Task objective :: The full set of records is to be reproduced verbatim.

Stored items
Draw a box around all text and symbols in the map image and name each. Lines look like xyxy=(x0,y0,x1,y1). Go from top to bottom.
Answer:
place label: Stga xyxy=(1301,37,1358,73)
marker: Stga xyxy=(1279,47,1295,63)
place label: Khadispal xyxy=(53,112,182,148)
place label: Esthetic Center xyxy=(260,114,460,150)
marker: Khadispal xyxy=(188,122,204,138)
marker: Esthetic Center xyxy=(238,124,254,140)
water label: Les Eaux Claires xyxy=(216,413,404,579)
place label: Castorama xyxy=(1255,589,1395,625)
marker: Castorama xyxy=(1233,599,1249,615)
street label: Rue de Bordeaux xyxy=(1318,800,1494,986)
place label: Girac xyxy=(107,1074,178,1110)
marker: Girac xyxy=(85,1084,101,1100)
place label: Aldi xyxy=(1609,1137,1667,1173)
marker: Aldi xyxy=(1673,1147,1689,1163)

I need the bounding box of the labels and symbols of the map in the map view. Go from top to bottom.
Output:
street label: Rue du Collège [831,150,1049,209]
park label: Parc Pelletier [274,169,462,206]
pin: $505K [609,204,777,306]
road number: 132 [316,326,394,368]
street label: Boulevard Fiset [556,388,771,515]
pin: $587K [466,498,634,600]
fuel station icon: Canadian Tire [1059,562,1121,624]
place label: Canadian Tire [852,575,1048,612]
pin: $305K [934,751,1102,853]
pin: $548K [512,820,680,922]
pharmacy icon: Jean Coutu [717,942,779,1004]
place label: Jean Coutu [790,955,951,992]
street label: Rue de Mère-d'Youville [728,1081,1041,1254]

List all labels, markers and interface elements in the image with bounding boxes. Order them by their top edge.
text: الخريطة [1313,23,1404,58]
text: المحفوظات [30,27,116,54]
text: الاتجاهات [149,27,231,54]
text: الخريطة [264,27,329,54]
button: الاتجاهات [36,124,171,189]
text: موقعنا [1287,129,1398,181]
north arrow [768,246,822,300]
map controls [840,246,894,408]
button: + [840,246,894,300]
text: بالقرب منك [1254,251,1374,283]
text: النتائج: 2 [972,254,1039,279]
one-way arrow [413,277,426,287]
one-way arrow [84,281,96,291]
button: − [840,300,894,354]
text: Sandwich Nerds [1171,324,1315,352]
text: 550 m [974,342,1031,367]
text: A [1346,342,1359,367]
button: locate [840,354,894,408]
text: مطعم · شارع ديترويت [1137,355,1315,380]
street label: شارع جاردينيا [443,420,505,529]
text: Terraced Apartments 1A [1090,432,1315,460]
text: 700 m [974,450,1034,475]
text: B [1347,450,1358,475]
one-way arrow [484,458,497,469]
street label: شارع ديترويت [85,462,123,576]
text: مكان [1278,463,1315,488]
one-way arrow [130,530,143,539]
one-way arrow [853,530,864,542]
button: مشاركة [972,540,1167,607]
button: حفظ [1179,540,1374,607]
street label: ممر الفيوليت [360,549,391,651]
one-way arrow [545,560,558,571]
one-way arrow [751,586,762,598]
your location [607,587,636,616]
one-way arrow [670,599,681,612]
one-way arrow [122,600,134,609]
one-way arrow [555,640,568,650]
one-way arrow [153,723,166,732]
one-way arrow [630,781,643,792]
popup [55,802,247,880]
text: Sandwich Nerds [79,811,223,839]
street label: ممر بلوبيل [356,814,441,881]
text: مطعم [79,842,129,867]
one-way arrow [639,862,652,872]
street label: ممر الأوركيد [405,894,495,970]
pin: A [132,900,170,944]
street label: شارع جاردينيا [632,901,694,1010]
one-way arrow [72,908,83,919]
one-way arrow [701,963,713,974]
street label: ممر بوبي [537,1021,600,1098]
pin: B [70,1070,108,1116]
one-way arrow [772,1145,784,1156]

Problem solution ::
Draw a box around all text and symbols in the map image and name each. Lines look like xyxy=(x0,y0,x1,y1). Go from top to bottom.
Answer:
place label: Stga xyxy=(1301,37,1358,73)
marker: Stga xyxy=(1279,47,1295,63)
place label: Khadispal xyxy=(53,112,182,148)
place label: Esthetic Center xyxy=(260,114,460,150)
marker: Khadispal xyxy=(188,122,204,138)
marker: Esthetic Center xyxy=(238,124,254,140)
water label: Les Eaux Claires xyxy=(216,413,404,579)
place label: Castorama xyxy=(1255,589,1395,625)
marker: Castorama xyxy=(1233,599,1249,615)
street label: Rue de Bordeaux xyxy=(1318,800,1494,986)
place label: Girac xyxy=(107,1074,178,1110)
marker: Girac xyxy=(85,1084,101,1100)
place label: Aldi xyxy=(1609,1137,1667,1173)
marker: Aldi xyxy=(1673,1147,1689,1163)

I need the bounding box of the labels and symbols of the map in the map view. Go from top to bottom.
Output:
street label: Rue du Collège [831,150,1049,209]
park label: Parc Pelletier [274,169,462,206]
pin: $505K [609,204,777,306]
road number: 132 [316,326,394,368]
street label: Boulevard Fiset [556,388,771,515]
pin: $587K [466,498,634,600]
fuel station icon: Canadian Tire [1059,562,1121,624]
place label: Canadian Tire [852,575,1048,612]
pin: $305K [934,751,1102,853]
pin: $548K [512,820,680,922]
pharmacy icon: Jean Coutu [717,942,779,1004]
place label: Jean Coutu [790,955,951,992]
street label: Rue de Mère-d'Youville [728,1081,1041,1254]

List all labels, markers and interface elements in the image with bounding boxes. Order them by their top edge.
text: الخريطة [1313,23,1404,58]
text: المحفوظات [30,27,116,54]
text: الاتجاهات [149,27,231,54]
text: الخريطة [264,27,329,54]
button: الاتجاهات [36,124,171,189]
text: موقعنا [1287,129,1398,181]
north arrow [768,246,822,300]
map controls [840,246,894,408]
button: + [840,246,894,300]
text: بالقرب منك [1254,251,1374,283]
text: النتائج: 2 [972,254,1039,279]
one-way arrow [413,277,426,287]
one-way arrow [84,281,96,291]
button: − [840,300,894,354]
text: Sandwich Nerds [1171,324,1315,352]
text: 550 m [974,342,1031,367]
text: A [1346,342,1359,367]
button: locate [840,354,894,408]
text: مطعم · شارع ديترويت [1137,355,1315,380]
street label: شارع جاردينيا [443,420,505,529]
text: Terraced Apartments 1A [1090,432,1315,460]
text: 700 m [974,450,1034,475]
text: B [1347,450,1358,475]
one-way arrow [484,458,497,469]
street label: شارع ديترويت [85,462,123,576]
text: مكان [1278,463,1315,488]
one-way arrow [130,530,143,539]
one-way arrow [853,530,864,542]
button: مشاركة [972,540,1167,607]
button: حفظ [1179,540,1374,607]
street label: ممر الفيوليت [360,549,391,651]
one-way arrow [545,560,558,571]
one-way arrow [751,586,762,598]
your location [607,587,636,616]
one-way arrow [670,599,681,612]
one-way arrow [122,600,134,609]
one-way arrow [555,640,568,650]
one-way arrow [153,723,166,732]
one-way arrow [630,781,643,792]
popup [55,802,247,880]
text: Sandwich Nerds [79,811,223,839]
street label: ممر بلوبيل [356,814,441,881]
text: مطعم [79,842,129,867]
one-way arrow [639,862,652,872]
street label: ممر الأوركيد [405,894,495,970]
pin: A [132,900,170,944]
street label: شارع جاردينيا [632,901,694,1010]
one-way arrow [72,908,83,919]
one-way arrow [701,963,713,974]
street label: ممر بوبي [537,1021,600,1098]
pin: B [70,1070,108,1116]
one-way arrow [772,1145,784,1156]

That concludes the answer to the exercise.